# Instructions to follow:
From the line that contains "Write the network" to the last line of the entries, write each line out exactly; include both ends and nothing else.

(Collected data entries)
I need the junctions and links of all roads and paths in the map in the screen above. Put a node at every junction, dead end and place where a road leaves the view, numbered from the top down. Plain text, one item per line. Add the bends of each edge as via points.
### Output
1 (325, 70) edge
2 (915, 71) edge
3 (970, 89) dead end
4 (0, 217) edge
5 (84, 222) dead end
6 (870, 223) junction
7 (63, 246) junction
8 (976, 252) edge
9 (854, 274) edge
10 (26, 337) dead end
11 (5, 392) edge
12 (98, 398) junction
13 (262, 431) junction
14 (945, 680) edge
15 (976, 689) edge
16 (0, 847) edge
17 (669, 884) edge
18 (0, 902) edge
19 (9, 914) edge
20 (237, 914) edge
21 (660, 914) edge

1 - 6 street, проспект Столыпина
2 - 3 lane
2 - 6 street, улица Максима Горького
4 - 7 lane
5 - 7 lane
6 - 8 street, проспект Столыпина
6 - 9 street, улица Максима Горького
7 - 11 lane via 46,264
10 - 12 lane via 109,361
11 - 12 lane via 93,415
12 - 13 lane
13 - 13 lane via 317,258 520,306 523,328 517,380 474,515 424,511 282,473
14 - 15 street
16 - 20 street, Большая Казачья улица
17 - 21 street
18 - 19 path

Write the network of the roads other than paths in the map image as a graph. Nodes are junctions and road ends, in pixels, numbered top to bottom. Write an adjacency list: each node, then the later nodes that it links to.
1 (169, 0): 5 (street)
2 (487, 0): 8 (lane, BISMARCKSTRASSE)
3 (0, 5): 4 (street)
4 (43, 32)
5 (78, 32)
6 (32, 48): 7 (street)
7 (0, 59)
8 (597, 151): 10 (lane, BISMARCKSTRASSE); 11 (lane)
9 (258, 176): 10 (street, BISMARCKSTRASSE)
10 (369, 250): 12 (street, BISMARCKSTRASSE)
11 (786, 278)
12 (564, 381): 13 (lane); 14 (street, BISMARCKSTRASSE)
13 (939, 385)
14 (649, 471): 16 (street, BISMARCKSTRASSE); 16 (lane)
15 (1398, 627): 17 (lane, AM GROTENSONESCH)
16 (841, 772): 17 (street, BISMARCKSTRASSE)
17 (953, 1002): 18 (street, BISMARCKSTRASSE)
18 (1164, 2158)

# Expected answer:
Write the network of the roads other than paths in the map image as a graph. Nodes are junctions and road ends, in pixels, numbered top to bottom. Write an adjacency list: each node, then the later nodes that it links to.
1 (169, 0): 5 (street)
2 (487, 0): 8 (lane, BISMARCKSTRASSE)
3 (0, 5): 4 (street)
4 (43, 32)
5 (78, 32)
6 (32, 48): 7 (street)
7 (0, 59)
8 (597, 151): 10 (lane, BISMARCKSTRASSE); 11 (lane)
9 (258, 176): 10 (street, BISMARCKSTRASSE)
10 (369, 250): 12 (street, BISMARCKSTRASSE)
11 (786, 278)
12 (564, 381): 13 (lane); 14 (street, BISMARCKSTRASSE)
13 (939, 385)
14 (649, 471): 16 (street, BISMARCKSTRASSE); 16 (lane)
15 (1398, 627): 17 (lane, AM GROTENSONESCH)
16 (841, 772): 17 (street, BISMARCKSTRASSE)
17 (953, 1002): 18 (street, BISMARCKSTRASSE)
18 (1164, 2158)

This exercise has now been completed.